Separate and apart from the agreement to arbitrate set forth above and to the
maximum extent permitted by law, the parties hereby independently waive any
right to bring or participate in any class action for any Disputes.TO THE EXTENT
PERMITTED BY LAW, YOU UNDERSTAND THAT BY AGREEING TO THIS CLASS ACTION WAIVER,
YOU MAY BRING CLAIMS AGAINST THE PEOPLECONNECT ENTITIES ONLY IN AN INDIVIDUAL
CAPACITY AND NOT AS A PLAINTIFF OR CLASS MEMBER IN ANY PURPORTED CLASS ACTION OR
REPRESENTATIVE PROCEEDING.

F. SMALL CLAIMS. You may choose to pursue your Dispute in small claims court
(rather than arbitration) where jurisdiction and venue over the applicable
PeopleConnect Entity and you are proper, and where your claim does not include a
request for any type of equitable relief, and so long as the matter advances on
an individual (non-class) basis.

G. INJUNCTIVE RELIEF. Notwithstanding anything to the contrary in the foregoing,
either party may bring suit in court seeking a temporary or preliminary
injunctive relief, which shall then be subject to review by the arbitrator
should such party further seek permanent injunctive relief in arbitration.

H. TIME LIMIT TO PURSUE DISPUTE. You agree that regardless of any statue or law
to the contrary, any claim or cause of action arising out of or related to use
of the Services or the Terms of Service or Privacy Policy must be filed within
one (1) year after such claim or cause of action arose or be forever barred.

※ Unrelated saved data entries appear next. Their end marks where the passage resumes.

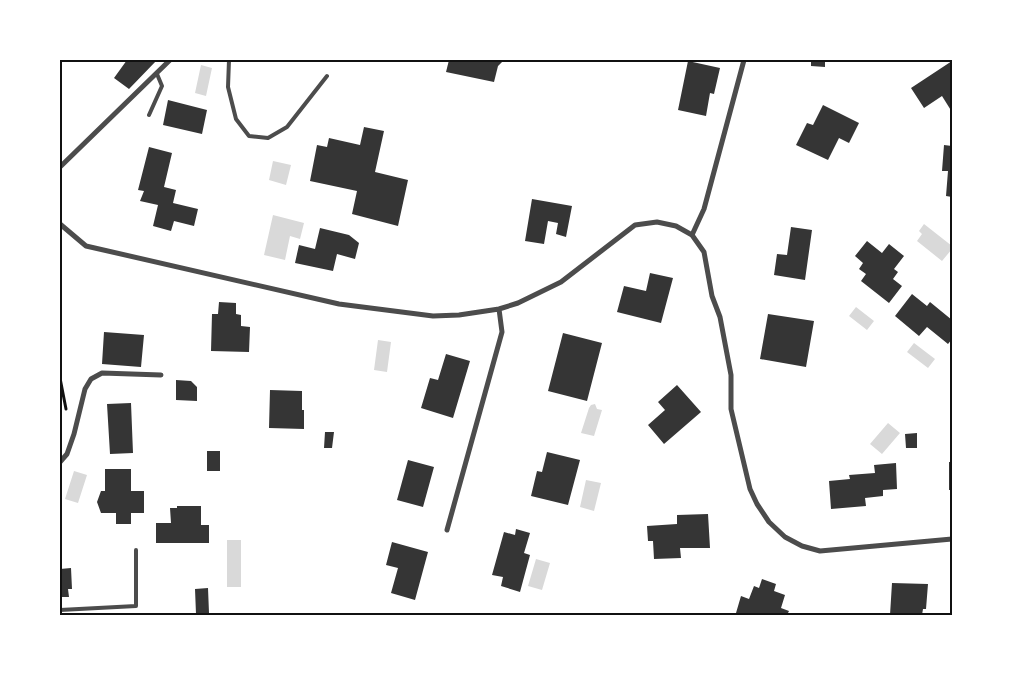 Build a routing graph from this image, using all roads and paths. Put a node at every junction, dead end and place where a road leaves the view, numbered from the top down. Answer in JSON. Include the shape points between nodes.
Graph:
{"nodes":[{"id":1,"x":170,"y":60,"type":"edge"},
{"id":2,"x":229,"y":60,"type":"edge"},
{"id":3,"x":744,"y":60,"type":"edge"},
{"id":4,"x":157,"y":74,"type":"junction"},
{"id":5,"x":327,"y":76,"type":"dead end"},
{"id":6,"x":149,"y":115,"type":"dead end"},
{"id":7,"x":60,"y":167,"type":"edge"},
{"id":8,"x":60,"y":224,"type":"edge"},
{"id":9,"x":692,"y":235,"type":"junction"},
{"id":10,"x":499,"y":310,"type":"junction"},
{"id":11,"x":162,"y":375,"type":"dead end"},
{"id":12,"x":60,"y":462,"type":"edge"},
{"id":13,"x":447,"y":530,"type":"dead end"},
{"id":14,"x":952,"y":539,"type":"edge"},
{"id":15,"x":136,"y":550,"type":"dead end"},
{"id":16,"x":60,"y":610,"type":"edge"}],
"edges":[{"from":1,"to":4,"type":"street"},
{"from":2,"to":5,"type":"lane","via":[[228,87],[236,119],[249,136],[268,138],[287,127]]},
{"from":3,"to":9,"type":"street","via":[[704,209]]},
{"from":4,"to":6,"type":"lane","via":[[162,86]]},
{"from":4,"to":7,"type":"street"},
{"from":8,"to":10,"type":"street","via":[[86,246],[339,304],[433,316]]},
{"from":9,"to":10,"type":"street","via":[[676,226],[658,222],[635,225],[561,282]]},
{"from":9,"to":14,"type":"street","via":[[704,252],[712,296],[720,317],[731,375],[731,409],[750,489],[769,522],[785,538],[820,551]]},
{"from":10,"to":13,"type":"street","via":[[502,332]]},
{"from":11,"to":12,"type":"street","via":[[102,373],[91,379],[85,389],[74,434]]},
{"from":15,"to":16,"type":"lane","via":[[136,606]]}]} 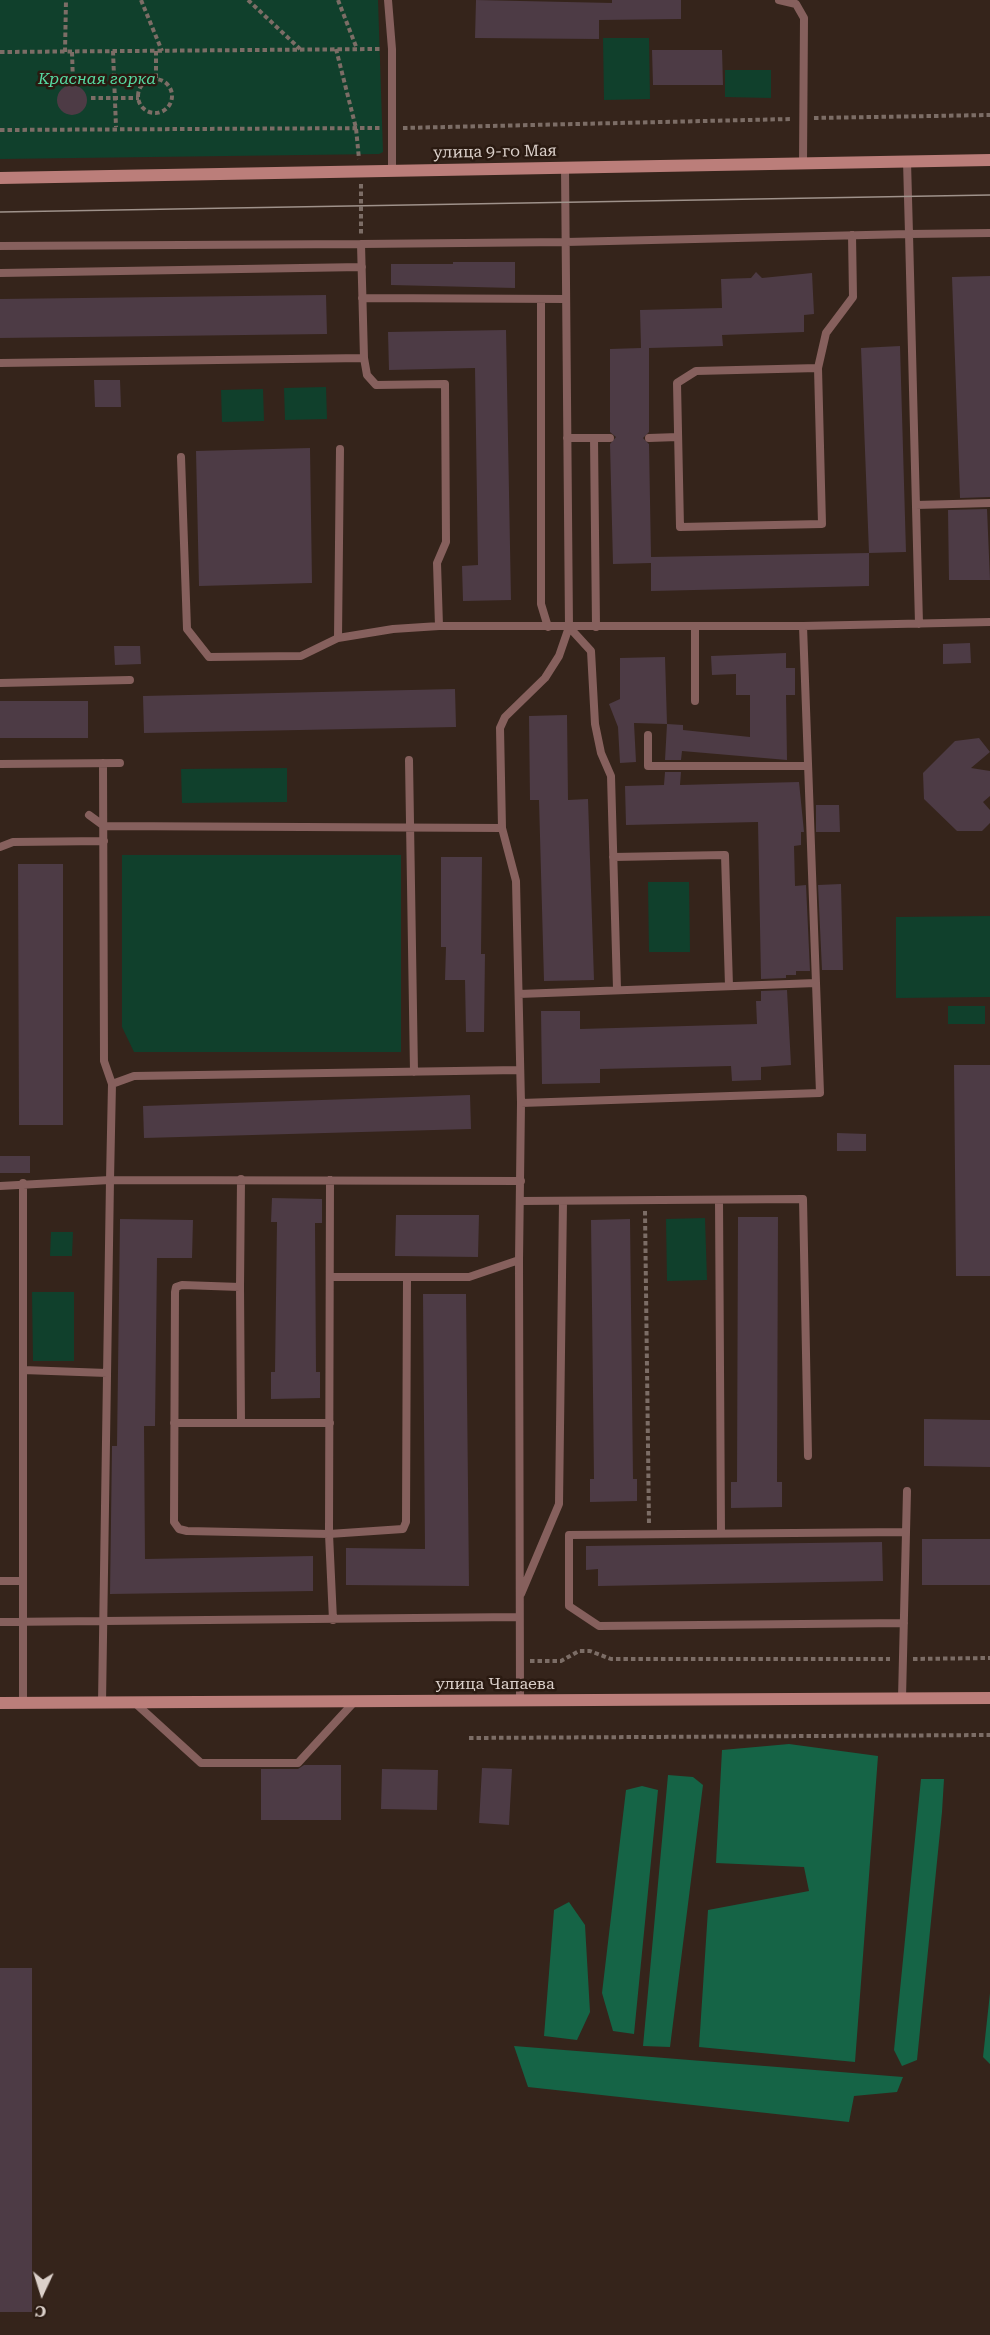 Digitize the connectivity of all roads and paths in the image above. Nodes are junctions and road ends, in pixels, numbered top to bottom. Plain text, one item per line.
1 (66, 0) edge
2 (141, 0) edge
3 (248, 0) edge
4 (338, 0) edge
5 (388, 0) edge
6 (779, 0) edge
7 (797, 2) edge
8 (301, 49) junction
9 (336, 49) junction
10 (357, 49) junction
11 (392, 50) junction
12 (113, 51) junction
13 (156, 51) junction
14 (162, 51) junction
15 (0, 52) edge
16 (65, 52) junction
17 (72, 52) junction
18 (156, 79) junction
19 (73, 82) dead end
20 (115, 97) junction
21 (91, 98) dead end
22 (139, 98) junction
23 (990, 115) edge
24 (804, 118) junction
25 (116, 127) junction
26 (356, 128) junction
27 (392, 128) junction
28 (0, 130) edge
29 (990, 160) edge
30 (907, 161) junction
31 (803, 163) junction
32 (565, 167) junction
33 (361, 171) junction
34 (392, 171) junction
35 (0, 178) edge
36 (990, 233) edge
37 (909, 234) junction
38 (852, 235) junction
39 (566, 242) junction
40 (361, 244) junction
41 (0, 246) edge
42 (362, 267) junction
43 (0, 273) edge
44 (362, 298) junction
45 (541, 299) junction
46 (566, 299) junction
47 (364, 358) junction
48 (0, 363) edge
49 (818, 368) junction
50 (678, 437) junction
51 (567, 438) junction
52 (594, 438) junction
53 (610, 438) dead end
54 (649, 438) dead end
55 (340, 449) dead end
56 (181, 457) dead end
57 (990, 503) edge
58 (916, 505) junction
59 (990, 622) edge
60 (919, 624) junction
61 (439, 626) junction
62 (803, 626) junction
63 (548, 627) junction
64 (569, 627) junction
65 (596, 627) junction
66 (695, 627) junction
67 (338, 638) junction
68 (130, 680) dead end
69 (0, 683) edge
70 (695, 701) dead end
71 (648, 735) dead end
72 (409, 760) dead end
73 (104, 763) junction
74 (120, 763) dead end
75 (0, 764) edge
76 (808, 766) junction
77 (89, 815) dead end
78 (104, 826) junction
79 (411, 827) junction
80 (502, 828) junction
81 (104, 842) junction
82 (0, 847) edge
83 (613, 857) junction
84 (816, 982) junction
85 (729, 986) junction
86 (617, 989) junction
87 (519, 994) junction
88 (519, 1070) junction
89 (414, 1072) junction
90 (112, 1084) junction
91 (521, 1103) junction
92 (241, 1179) junction
93 (110, 1180) junction
94 (330, 1180) junction
95 (521, 1181) junction
96 (23, 1183) junction
97 (0, 1186) edge
98 (719, 1200) junction
99 (520, 1201) junction
100 (563, 1201) junction
101 (645, 1201) junction
102 (519, 1260) junction
103 (330, 1277) junction
104 (407, 1277) junction
105 (240, 1287) junction
106 (23, 1370) junction
107 (107, 1373) junction
108 (174, 1423) junction
109 (241, 1423) junction
110 (330, 1423) junction
111 (808, 1456) dead end
112 (907, 1491) dead end
113 (906, 1532) junction
114 (721, 1533) junction
115 (329, 1534) junction
116 (649, 1534) junction
117 (0, 1581) edge
118 (23, 1581) junction
119 (519, 1598) junction
120 (519, 1617) junction
121 (333, 1620) junction
122 (22, 1621) junction
123 (0, 1622) edge
124 (104, 1622) junction
125 (904, 1623) junction
126 (990, 1658) edge
127 (903, 1659) junction
128 (520, 1661) junction
129 (902, 1698) junction
130 (990, 1698) edge
131 (520, 1700) junction
132 (356, 1701) junction
133 (134, 1702) junction
134 (0, 1703) edge
135 (23, 1703) junction
136 (102, 1703) junction
137 (990, 1735) edge
138 (469, 1738) dead end

1 - 16 path
2 - 14 path
3 - 8 path
4 - 10 path
5 - 11 lane
6 - 7 lane
7 - 24 lane
8 - 9 path
8 - 14 path
9 - 10 path
9 - 26 path
10 - 11 path
11 - 27 lane
12 - 13 path
12 - 17 path
12 - 20 path
13 - 14 path
13 - 18 path
15 - 16 path
16 - 17 path
17 - 19 path
18 - 22 path
18 - 22 path
20 - 21 path
20 - 22 path
20 - 25 path
23 - 24 path
24 - 27 path
24 - 31 lane
25 - 26 path
25 - 28 path
26 - 27 path
26 - 33 path
27 - 34 lane
29 - 30 street, улица 9-го Мая
30 - 31 street, улица 9-го Мая
30 - 37 lane
31 - 32 street, улица 9-го Мая
32 - 34 street, улица 9-го Мая
32 - 39 lane
33 - 34 street, улица 9-го Мая
33 - 35 street, улица 9-го Мая
33 - 40 path
36 - 37 lane
37 - 38 lane
37 - 58 lane
38 - 39 lane
38 - 49 lane
39 - 40 lane
39 - 46 lane
40 - 41 lane
40 - 42 lane
42 - 43 lane
42 - 44 lane
44 - 45 lane
44 - 47 lane
45 - 46 lane
45 - 63 lane
46 - 51 lane
47 - 48 lane
47 - 61 lane
49 - 50 lane
49 - 50 lane
50 - 54 lane
51 - 52 lane
51 - 64 lane
52 - 53 lane
52 - 65 lane
55 - 67 lane
56 - 67 lane
57 - 58 lane
58 - 60 lane
59 - 60 lane
60 - 62 lane
61 - 63 lane
61 - 67 lane
62 - 66 lane
62 - 76 lane
63 - 64 lane
64 - 65 lane
64 - 80 lane
64 - 83 lane
65 - 66 lane
66 - 70 lane
68 - 69 lane
71 - 76 lane
72 - 79 lane
73 - 74 lane
73 - 75 lane
73 - 78 lane
76 - 84 lane
77 - 78 lane
78 - 79 lane
78 - 81 lane
79 - 80 lane
79 - 89 lane
80 - 87 lane
81 - 82 lane
81 - 90 lane
83 - 85 lane
83 - 86 lane
84 - 85 lane
84 - 91 lane
85 - 86 lane
86 - 87 lane
87 - 88 lane
88 - 89 lane
88 - 91 lane
89 - 90 lane
90 - 93 lane
91 - 95 lane
92 - 93 lane
92 - 94 lane
92 - 105 lane
93 - 96 lane
93 - 107 lane
94 - 95 lane
94 - 103 lane
95 - 99 lane
96 - 97 lane
96 - 106 lane
98 - 101 lane
98 - 111 lane
98 - 114 lane
99 - 100 lane
99 - 102 lane
100 - 101 lane
100 - 119 lane
101 - 116 path
102 - 104 lane
102 - 119 lane
103 - 104 lane
103 - 110 lane
104 - 115 lane
105 - 108 lane
105 - 109 lane
106 - 107 lane
106 - 118 lane
107 - 124 lane
108 - 109 lane
108 - 115 lane
109 - 110 lane
110 - 115 lane
112 - 113 lane
113 - 114 lane
113 - 125 lane
114 - 116 lane
115 - 121 lane
116 - 125 lane
117 - 118 lane
118 - 122 lane
119 - 120 lane
120 - 121 lane
120 - 128 lane
121 - 124 lane
122 - 123 lane
122 - 124 lane
122 - 135 lane
124 - 136 lane
125 - 127 lane
126 - 127 path
127 - 128 path
127 - 129 lane
128 - 131 lane
129 - 130 street, улица Чапаева
129 - 131 street, улица Чапаева
131 - 132 street, улица Чапаева
132 - 133 street, улица Чапаева
132 - 133 lane
133 - 136 street, улица Чапаева
134 - 135 street, улица Чапаева
135 - 136 street, улица Чапаева
137 - 138 path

I. CHANGES TO ARBITRATION CLAUSE. We may make changes to this arbitration
provision during the term of our Services to you. You may reject any material
changes by sending us written objection within thirty (30) days of the change to
PeopleConnect, Inc., dba Classmates.com 1501 Fourth Avenue, Suite 400, Seattle,
WA 98101, Attention: Legal Department. By rejecting any future material change,
you are agreeing to arbitrate in accordance with the unmodified language of the
previous version.

13. MISCELLANEOUS TERMS

Our relationship is not one of agency or partnership and neither you nor we
shall be deemed to be a partner, employee, fiduciary, agent or representative of
the other by your use of the Services. While you may not assign or transfer your
rights to any third party, if you use the Services on behalf or for the benefit
of another, you are agreeing to the Terms of Service and the Privacy Policy on
their behalf, and by using the Services affirm that you have the authority to so
agree. The terms and conditions in these Terms of Service are severable. In the
event that any provision is determined to be unenforceable or invalid, such
provision shall still be enforced to the fullest extent permitted by applicable
law, and such determination shall not affect the validity and enforceability of
any other provisions. If we fail to enforce any provision of these Terms of
Service it shall not constitute a waiver of such provision. We may assign our
rights and obligations under these Terms of Service. These Terms of Service will
inure to the benefit of our successors, assigns and licensees. The failure of
either party to insist upon or enforce the strict performance of the other party
with respect to any provision of these Terms of Service, or to exercise any
right thereunder, will not be construed as a waiver or relinquishment to any
extent of such party's right to assert or rely upon any such provision or right
in that or any other instance; rather, the same will be and will remain in full
force and effect. The Terms of Service, the Privacy Policy , and any additional
terms incorporated by reference herein will be governed by the laws of the state
of Washington and constitute the entire understanding between us regarding your
access to, license and use of the Services and supersede any prior agreements,
statements or representations with respect to the same.